L’échéance symbolique est passée, et il en reste au moins ce rapport. Modeste par la taille, mais intéressante, cette synthèse s’inscrit dans le contexte actuel d’une remise en cause, au sein même des cénacles qui les ont produites et mises en oeuvre, de la politique et de l’idéologie de la Banque mondiale, du pnud et des organisations intergouvernementales aussi bien que privées qui participent au pouvoir économique international. Confrontés aux désenchantements de l’ajustement structurel, les auteurs sont à la recherche sinon de formes d’action radicalement nouvelles, du moins d’un nouveau discours légitimateur. Ceci passe par l’abandon des certitudes et de l’arrogance de l’expert international au profit d’une prise de conscience plus humaniste des enjeux planétaires contemporains et à venir. Affichant le souci de « démocratiser la mondialisation » et plus largement les débats internationaux, les auteurs accumulent les bons sentiments, la générosité, la modestie, l’esprit d’ouverture, notamment vers les plus pauvres et les plus défavorisés, au point d’apparaître proches des manifestants de Seattle ou de Barcelone s’ils ne complétaient leur critique des modes actuels de gouverner le monde par des propositions témoignant d’une grande confiance dans les vertus de l’Organisation des Nations Unies et plus précisément dans son Secrétariat général placé sous l’autorité de Koffi Annan. En d’autres termes, leur démonstration vise à mettre en évidence l’existence d’une alliance plus qu’objective entre différentes composantes de la société civile internationale (ou du moins ce qui est présenté comme tel : ong, entreprises, jeunesse...) et le sommet institutionnel du système mondial, alliance dont le fonctionnement, ultime paradoxe, permettrait de redonner au concept de souveraineté une actualité et une pertinence, et donc de réhabiliter le rôle incontournable de l’État dans le contexte d’une gouvernance totalement rénovée et effectivement régulatrice des rapports de force tant nationaux qu’internationaux.
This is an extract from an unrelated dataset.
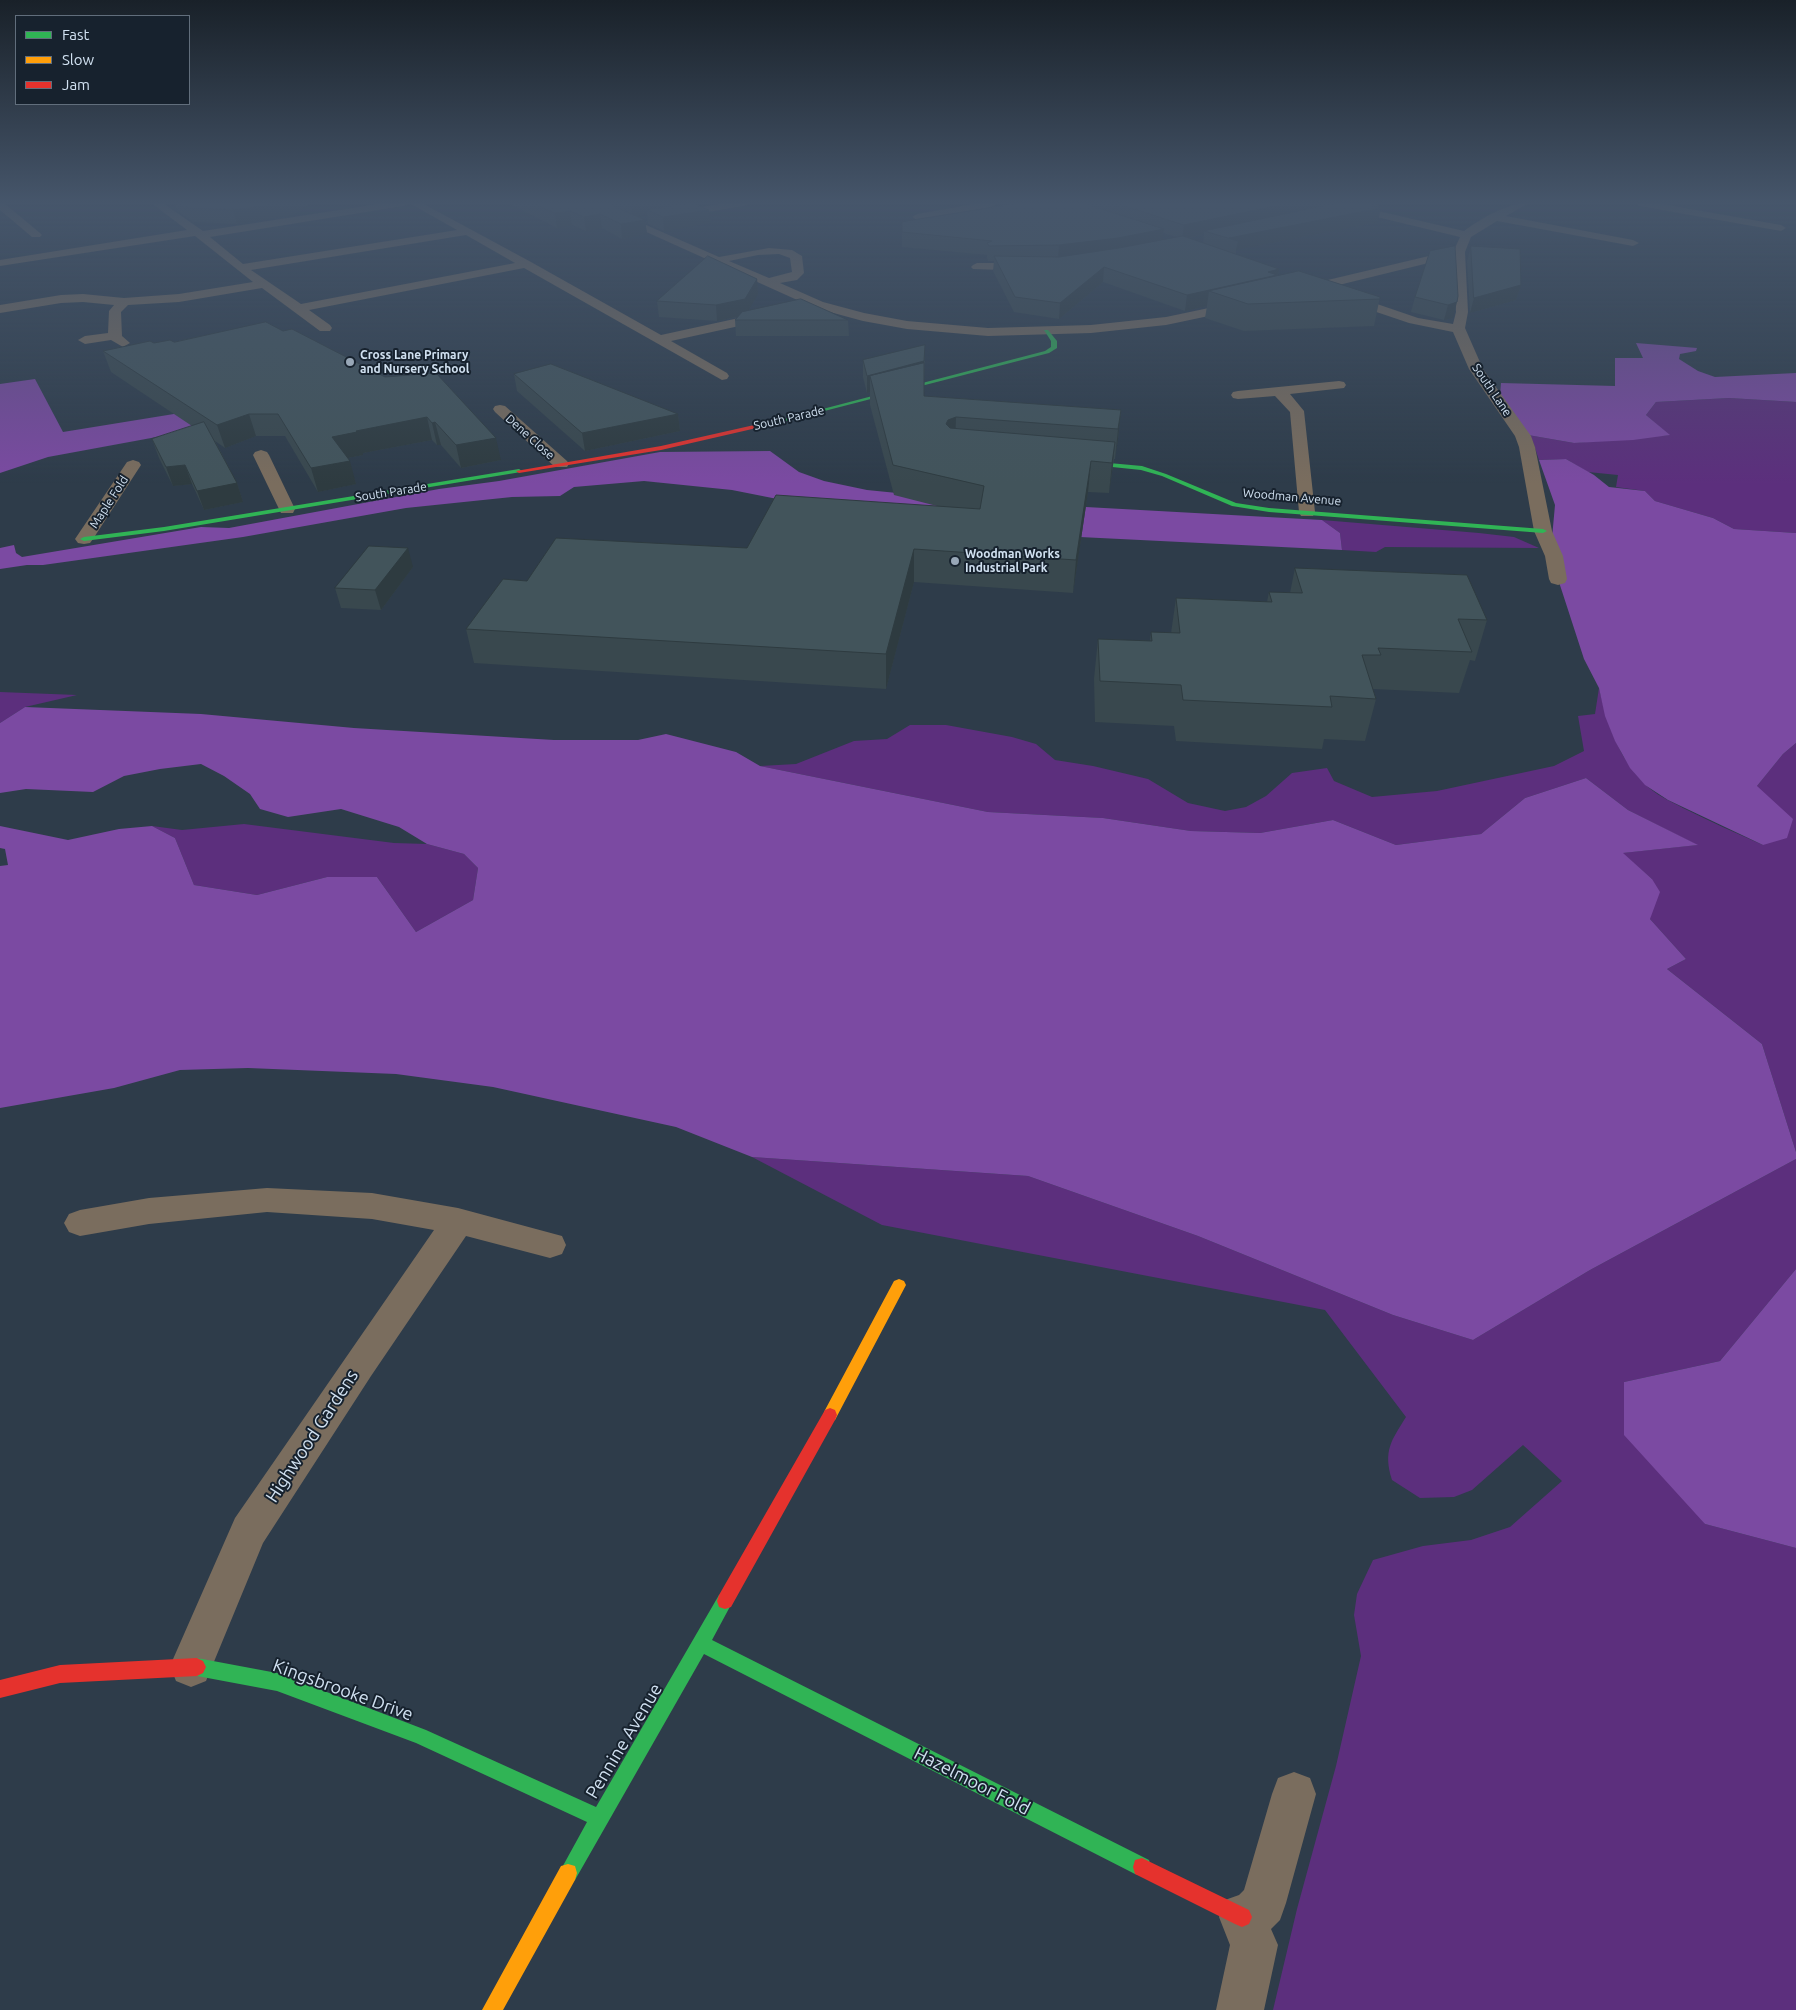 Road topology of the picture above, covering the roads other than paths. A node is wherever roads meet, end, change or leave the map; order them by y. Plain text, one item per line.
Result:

La démonstration se développe en deux temps. Elle part du « climat de confusion » né de la dialectique associant mondialisation et fragmentation. Les auteurs identifient alors trois défis décisifs, à savoir les intérêts (qui concernent aussi bien les entreprises que les ong), l’équité (plus éloignée que jamais) et la gouvernance (rappelant le rôle de l’État). Or désormais, l’État même le plus puissant (suivez mon regard...) ne peut résoudre à lui tout seul les problèmes essentiels. Les échecs accumulés (pauvreté, guerres, violences...) viennent ainsi de ce que l’on s’en tient aux anciennes façons de gouverner reposant sur une vision archaïque de l’État souverain, et incapables d’empêcher certains de profiter égoïstement des dynamiques actuelles de la mondialisation. Parce qu’elle rendra les « puissants » responsables, la démocratisation de la gouvernance internationale est nécessaire non seulement pour des raisons éthiques mais aussi pour de simples raisons fonctionnelles. Les Américains eux-mêmes devraient en prendre conscience dans leur propre intérêt, car l’unilatéralisme qui anime leurs dirigeants apparaît bien futile au moment où l’on découvre enfin que les enjeux fondamentaux se trouvent dans les biens collectifs mondiaux.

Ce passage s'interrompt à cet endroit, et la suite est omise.